Architecture
Layered layout
The framework is organized into several layers, and the layers are layered too. The higher-level layers and modules can import the lower-level ones, but not vice versa. The layering is checked and enforced by import-linter.
Root
At the topmost level, the framework consists of cogs, core, and kits, and user-facing modules.
kopf
, kopf.on
, kopf.testing
are the public interface that can be
imported by operator developers. Only these public modules contain all public
promises on names and signatures. Everything else is an implementation detail.
The internal modules are intentionally hidden (by underscore-naming) to protect against introducing the dependencies on the implementation details that can change without warnings.
cogs
are utilities used throughout the framework in nearly all modules.
They do not represent the main functionality of operators but are needed
to make them work. Generally, the cogs are fully independent of each other
and of anything in the framework — to the point that they can be extracted
as separate libraries (in theory; if anyone needs it).
core
is the main functionality used by a Kopf-based operator.
It brings the operators into motion. The core is the essence of the framework,
it cannot be extracted or replaced without redefining the framework.
kits
are utilities and specialised tools provided to operator developers
for some scenarios and/or settings. The framework itself does not use them.
Cogs
helpers
are system-level or language-enhancing adapters. E.g., hostname
identification, dynamic Python module importing, integrations with 3rd-party
libraries (such as pykube-ng or the official Kubernetes Python client).
aiokits
are asynchronous primitives and enhancements for asyncio
,
sufficiently abstracted from the framework and the Kubernetes/operator domains.
structs
are data structures and type declarations for Kubernetes models:
such as resource kinds, selectors, bodies or their parts (specs, statuses, etc),
admission reviews, so on. Besides, this includes some specialised structures,
such as authentication credentials – also abstracted for the framework even
in case the clients and their authentication are replaced.
configs
are the settings mostly, and everything needed to define them:
e.g. persistence storage classes (for handling progress and diff bases).
clients
are the asynchronous adapters and wrappers for the Kubernetes API.

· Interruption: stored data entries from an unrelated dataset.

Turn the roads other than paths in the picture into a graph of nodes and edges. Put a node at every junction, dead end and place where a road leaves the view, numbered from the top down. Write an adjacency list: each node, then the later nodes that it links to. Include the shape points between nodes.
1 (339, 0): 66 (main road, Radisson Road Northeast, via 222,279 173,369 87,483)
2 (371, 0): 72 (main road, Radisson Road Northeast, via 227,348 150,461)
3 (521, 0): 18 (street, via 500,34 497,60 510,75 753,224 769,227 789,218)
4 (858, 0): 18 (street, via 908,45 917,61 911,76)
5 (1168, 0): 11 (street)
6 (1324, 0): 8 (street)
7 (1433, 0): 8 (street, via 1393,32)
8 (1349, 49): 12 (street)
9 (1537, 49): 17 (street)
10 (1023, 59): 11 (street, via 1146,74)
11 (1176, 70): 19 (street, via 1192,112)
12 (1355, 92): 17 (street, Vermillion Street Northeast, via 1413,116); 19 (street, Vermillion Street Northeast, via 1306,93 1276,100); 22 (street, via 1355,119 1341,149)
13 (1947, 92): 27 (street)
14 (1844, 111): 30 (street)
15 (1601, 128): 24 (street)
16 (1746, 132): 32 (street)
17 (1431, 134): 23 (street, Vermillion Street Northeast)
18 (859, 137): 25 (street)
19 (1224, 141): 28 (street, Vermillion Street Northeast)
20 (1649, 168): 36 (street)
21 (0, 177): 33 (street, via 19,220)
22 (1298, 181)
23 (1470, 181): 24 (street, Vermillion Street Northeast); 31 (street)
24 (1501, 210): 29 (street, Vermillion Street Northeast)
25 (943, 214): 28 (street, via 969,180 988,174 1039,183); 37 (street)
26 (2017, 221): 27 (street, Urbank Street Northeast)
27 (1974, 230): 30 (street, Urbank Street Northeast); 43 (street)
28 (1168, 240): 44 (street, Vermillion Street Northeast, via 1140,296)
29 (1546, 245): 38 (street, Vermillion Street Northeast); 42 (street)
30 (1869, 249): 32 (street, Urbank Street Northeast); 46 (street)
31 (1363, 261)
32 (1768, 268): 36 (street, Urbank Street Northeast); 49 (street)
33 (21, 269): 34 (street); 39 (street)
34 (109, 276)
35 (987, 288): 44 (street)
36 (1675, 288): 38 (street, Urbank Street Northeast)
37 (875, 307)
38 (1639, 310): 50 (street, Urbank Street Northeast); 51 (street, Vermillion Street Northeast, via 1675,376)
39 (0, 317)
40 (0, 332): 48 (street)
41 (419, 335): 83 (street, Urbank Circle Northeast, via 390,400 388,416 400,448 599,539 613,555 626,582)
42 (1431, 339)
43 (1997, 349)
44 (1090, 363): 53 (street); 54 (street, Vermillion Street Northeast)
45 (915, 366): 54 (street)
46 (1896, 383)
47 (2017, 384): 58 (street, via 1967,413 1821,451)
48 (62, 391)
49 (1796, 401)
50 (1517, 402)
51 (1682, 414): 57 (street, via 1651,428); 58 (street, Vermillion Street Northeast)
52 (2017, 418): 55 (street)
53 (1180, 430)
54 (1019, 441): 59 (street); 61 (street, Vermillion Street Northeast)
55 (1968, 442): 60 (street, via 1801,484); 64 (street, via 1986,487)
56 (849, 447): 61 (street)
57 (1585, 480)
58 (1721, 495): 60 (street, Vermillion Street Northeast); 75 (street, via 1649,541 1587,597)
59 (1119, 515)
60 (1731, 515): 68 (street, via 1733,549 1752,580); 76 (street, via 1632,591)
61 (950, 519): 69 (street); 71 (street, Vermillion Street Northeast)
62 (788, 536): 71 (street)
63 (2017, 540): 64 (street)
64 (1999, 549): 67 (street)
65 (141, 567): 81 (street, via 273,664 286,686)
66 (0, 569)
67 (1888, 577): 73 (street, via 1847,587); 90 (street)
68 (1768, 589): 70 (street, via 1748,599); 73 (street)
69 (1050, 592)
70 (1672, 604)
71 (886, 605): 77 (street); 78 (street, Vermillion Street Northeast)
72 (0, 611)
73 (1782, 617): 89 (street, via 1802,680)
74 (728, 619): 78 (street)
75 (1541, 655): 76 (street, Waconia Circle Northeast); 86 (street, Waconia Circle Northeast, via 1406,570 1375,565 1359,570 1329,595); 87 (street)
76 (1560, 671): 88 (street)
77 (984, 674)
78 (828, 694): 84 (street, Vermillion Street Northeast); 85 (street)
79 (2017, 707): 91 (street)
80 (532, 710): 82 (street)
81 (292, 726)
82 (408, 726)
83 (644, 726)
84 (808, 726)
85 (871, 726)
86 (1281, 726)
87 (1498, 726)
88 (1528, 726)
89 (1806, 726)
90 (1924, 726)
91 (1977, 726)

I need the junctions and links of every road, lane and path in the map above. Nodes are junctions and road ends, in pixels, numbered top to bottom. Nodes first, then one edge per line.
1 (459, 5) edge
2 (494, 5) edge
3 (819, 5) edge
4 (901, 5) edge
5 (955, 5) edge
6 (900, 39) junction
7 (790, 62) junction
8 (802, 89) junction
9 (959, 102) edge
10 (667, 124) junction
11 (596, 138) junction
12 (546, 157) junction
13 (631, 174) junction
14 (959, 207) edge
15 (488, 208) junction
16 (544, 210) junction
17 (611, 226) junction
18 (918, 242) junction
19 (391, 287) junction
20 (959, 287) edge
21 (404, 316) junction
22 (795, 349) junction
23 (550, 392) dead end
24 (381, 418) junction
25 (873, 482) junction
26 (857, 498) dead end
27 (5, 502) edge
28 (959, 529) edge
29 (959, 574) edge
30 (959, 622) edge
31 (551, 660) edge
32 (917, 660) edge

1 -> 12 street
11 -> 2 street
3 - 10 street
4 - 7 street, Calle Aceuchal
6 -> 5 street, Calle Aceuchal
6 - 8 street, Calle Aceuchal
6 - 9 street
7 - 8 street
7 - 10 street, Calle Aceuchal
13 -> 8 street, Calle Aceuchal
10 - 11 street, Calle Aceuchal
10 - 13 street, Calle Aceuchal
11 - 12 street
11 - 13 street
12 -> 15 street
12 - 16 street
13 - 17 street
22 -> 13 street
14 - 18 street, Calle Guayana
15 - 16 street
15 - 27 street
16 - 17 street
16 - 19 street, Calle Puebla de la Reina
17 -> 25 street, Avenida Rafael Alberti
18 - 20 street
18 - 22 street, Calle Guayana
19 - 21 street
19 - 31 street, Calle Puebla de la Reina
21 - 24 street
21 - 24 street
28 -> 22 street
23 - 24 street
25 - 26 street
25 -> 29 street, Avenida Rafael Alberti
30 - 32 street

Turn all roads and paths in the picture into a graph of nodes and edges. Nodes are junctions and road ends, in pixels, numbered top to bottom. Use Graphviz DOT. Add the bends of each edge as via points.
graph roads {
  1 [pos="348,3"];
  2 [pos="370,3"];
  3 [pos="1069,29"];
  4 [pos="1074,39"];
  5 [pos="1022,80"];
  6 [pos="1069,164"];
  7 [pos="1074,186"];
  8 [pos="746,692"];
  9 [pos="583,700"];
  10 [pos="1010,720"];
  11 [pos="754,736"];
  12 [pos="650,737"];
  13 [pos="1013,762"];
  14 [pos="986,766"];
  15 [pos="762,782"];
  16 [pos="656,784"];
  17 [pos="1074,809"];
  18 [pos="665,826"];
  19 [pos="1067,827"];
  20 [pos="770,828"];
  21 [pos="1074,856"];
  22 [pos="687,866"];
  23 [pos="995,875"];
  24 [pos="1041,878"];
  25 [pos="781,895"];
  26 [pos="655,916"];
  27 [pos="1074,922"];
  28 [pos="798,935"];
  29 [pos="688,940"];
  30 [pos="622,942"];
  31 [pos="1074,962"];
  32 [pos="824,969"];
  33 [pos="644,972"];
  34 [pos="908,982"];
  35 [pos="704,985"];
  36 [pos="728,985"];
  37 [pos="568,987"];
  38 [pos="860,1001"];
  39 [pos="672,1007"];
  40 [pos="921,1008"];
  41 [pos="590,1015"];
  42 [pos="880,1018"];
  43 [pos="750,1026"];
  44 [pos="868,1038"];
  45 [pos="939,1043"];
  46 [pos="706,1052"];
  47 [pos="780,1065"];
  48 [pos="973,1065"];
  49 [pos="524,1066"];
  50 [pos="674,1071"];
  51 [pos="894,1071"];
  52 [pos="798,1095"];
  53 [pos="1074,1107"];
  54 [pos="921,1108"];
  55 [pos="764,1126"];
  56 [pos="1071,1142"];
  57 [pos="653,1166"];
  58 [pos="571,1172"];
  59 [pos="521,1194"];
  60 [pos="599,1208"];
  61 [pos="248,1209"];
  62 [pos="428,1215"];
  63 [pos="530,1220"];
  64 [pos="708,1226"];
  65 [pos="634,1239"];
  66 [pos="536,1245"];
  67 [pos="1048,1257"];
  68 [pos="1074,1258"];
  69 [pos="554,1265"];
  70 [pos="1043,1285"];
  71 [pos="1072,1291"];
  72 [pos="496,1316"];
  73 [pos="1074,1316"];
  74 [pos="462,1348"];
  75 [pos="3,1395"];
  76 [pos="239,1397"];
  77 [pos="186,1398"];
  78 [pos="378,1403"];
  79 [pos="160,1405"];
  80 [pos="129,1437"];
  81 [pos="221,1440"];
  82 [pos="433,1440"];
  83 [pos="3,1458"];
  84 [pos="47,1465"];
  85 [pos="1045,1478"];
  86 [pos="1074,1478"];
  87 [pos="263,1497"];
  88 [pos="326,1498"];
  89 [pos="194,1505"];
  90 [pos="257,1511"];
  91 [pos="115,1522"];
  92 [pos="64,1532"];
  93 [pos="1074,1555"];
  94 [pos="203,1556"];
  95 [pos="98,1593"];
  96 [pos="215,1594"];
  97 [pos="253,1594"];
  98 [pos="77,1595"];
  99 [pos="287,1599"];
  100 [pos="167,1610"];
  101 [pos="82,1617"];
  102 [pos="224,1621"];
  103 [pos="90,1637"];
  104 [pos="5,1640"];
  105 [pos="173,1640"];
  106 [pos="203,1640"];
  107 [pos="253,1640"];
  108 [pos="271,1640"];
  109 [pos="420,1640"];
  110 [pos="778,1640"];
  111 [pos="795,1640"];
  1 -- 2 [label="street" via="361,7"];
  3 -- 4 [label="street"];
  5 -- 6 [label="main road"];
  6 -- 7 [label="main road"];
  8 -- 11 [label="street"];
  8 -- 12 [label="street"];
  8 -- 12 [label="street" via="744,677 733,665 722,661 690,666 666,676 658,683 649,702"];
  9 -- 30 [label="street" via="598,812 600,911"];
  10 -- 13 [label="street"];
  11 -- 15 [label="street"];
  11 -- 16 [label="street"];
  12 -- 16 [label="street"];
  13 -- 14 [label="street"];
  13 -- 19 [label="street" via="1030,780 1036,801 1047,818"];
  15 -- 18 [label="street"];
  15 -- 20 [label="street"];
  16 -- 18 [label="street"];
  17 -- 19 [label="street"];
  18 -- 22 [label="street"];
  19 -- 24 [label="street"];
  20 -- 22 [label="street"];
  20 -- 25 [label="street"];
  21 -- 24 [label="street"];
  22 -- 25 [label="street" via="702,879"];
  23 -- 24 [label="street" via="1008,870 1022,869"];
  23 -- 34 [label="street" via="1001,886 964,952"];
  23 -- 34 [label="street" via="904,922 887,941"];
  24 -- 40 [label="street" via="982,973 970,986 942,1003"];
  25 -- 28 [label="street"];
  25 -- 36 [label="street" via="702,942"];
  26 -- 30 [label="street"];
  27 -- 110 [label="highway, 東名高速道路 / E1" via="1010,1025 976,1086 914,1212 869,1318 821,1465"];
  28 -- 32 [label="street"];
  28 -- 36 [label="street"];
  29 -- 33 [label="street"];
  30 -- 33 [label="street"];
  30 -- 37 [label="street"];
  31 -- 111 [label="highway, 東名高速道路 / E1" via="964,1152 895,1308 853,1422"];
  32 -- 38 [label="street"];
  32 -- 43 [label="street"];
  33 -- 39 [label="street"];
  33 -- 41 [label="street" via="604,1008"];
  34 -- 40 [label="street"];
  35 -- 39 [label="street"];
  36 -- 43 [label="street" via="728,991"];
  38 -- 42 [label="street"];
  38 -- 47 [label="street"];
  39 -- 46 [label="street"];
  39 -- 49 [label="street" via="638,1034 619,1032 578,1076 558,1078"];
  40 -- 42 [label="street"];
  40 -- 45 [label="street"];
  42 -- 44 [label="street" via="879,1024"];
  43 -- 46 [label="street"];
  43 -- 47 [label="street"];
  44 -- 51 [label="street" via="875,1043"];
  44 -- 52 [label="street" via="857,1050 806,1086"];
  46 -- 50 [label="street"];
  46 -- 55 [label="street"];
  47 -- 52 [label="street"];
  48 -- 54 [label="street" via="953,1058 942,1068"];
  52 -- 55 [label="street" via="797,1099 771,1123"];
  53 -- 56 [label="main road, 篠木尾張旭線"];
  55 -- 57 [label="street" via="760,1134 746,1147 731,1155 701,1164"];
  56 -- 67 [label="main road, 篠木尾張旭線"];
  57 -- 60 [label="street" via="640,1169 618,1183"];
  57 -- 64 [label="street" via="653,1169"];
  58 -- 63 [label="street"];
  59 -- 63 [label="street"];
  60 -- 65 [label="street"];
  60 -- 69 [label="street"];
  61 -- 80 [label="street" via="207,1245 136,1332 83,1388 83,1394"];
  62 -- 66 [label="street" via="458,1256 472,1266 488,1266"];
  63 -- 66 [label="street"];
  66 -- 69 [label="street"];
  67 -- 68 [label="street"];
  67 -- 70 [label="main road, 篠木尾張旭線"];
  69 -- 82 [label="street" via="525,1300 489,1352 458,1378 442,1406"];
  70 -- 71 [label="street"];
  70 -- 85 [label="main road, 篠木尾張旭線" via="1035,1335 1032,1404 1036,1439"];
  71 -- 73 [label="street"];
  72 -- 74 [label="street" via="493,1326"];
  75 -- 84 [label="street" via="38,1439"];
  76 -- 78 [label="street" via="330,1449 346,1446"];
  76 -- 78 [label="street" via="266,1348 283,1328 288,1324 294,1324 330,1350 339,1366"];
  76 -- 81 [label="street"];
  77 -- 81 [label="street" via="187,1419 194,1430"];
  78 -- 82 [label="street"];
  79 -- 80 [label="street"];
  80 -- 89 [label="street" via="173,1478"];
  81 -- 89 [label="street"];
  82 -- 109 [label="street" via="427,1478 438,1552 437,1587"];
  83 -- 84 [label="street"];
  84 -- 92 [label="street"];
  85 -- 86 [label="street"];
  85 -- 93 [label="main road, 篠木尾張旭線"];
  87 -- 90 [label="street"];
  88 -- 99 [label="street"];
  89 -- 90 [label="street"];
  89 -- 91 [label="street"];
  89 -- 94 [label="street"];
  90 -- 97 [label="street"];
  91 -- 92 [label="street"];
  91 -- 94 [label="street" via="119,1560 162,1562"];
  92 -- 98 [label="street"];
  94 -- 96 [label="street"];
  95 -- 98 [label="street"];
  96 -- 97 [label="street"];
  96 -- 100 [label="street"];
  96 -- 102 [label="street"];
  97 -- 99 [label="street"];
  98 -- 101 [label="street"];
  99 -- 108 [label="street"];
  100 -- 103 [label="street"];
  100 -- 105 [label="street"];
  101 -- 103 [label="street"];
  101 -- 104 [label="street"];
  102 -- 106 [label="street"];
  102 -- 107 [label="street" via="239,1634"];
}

They abstract away how the framework communicates with the API to achieve
its goals (such as patching a resource or watching for its changes).
Currently, it is based on aiohttp; previously, it was the official Kubernetes
client library and pykube-ng. Over time, the whole clients’ implementation
can be replaced with another one — while keeping the signatures for the rest
of the framework. Only the clients are allowed to talk to the Kubernetes API.
Core
actions
is the lowest level in the core (but not in the framework).
It defines how the functions and handlers are invoked, which ones specifically,
how their errors are handled and retried (if at all), how the function results
and the patches are applied to the cluster, so on.
intents
are mostly data structures that store the declared handlers
of the operators, but also some logic to select/filter them when a reaction
is needed.
engines
are specialised aspects of the framework, i.e. its functionality.
Engines are usually independent of each other (though, this is not a rule).
For example, daemons and timers, validating/mutating admission requests,
in-memory indexing, operator activities (authentication, probing, etc),
peering, Kubernetes kind: Event
delayed posting, etc.
reactor
is the topmost layer in the framework. It defines the entry points
for the CLI and operator embedding (see Embedding) and implements
the task orchestration for all the engines and internal machinery.
Besides, the reactor observes the cluster for resources and namespaces,
and dynamically spawns/stops the tasks to serve them.
Kits
hierarchies
are helper functions to manage the hierarchies of Kubernetes
objects, such as labelling them, adding/removing the owner references,
name generation, so on. They support raw Python dicts so as some selected
libraries: pykube-ng and the official Kubernetes client for Python
(see Hierarchies).
webhooks
are helper servers and tunnels to accept admission requests
from a Kubernetes cluster even if running locally on a developer’s machines
(see Admission control).
runner
is a helper to run an operator in a Python context manager,
mostly useful for testing (see Operator testing).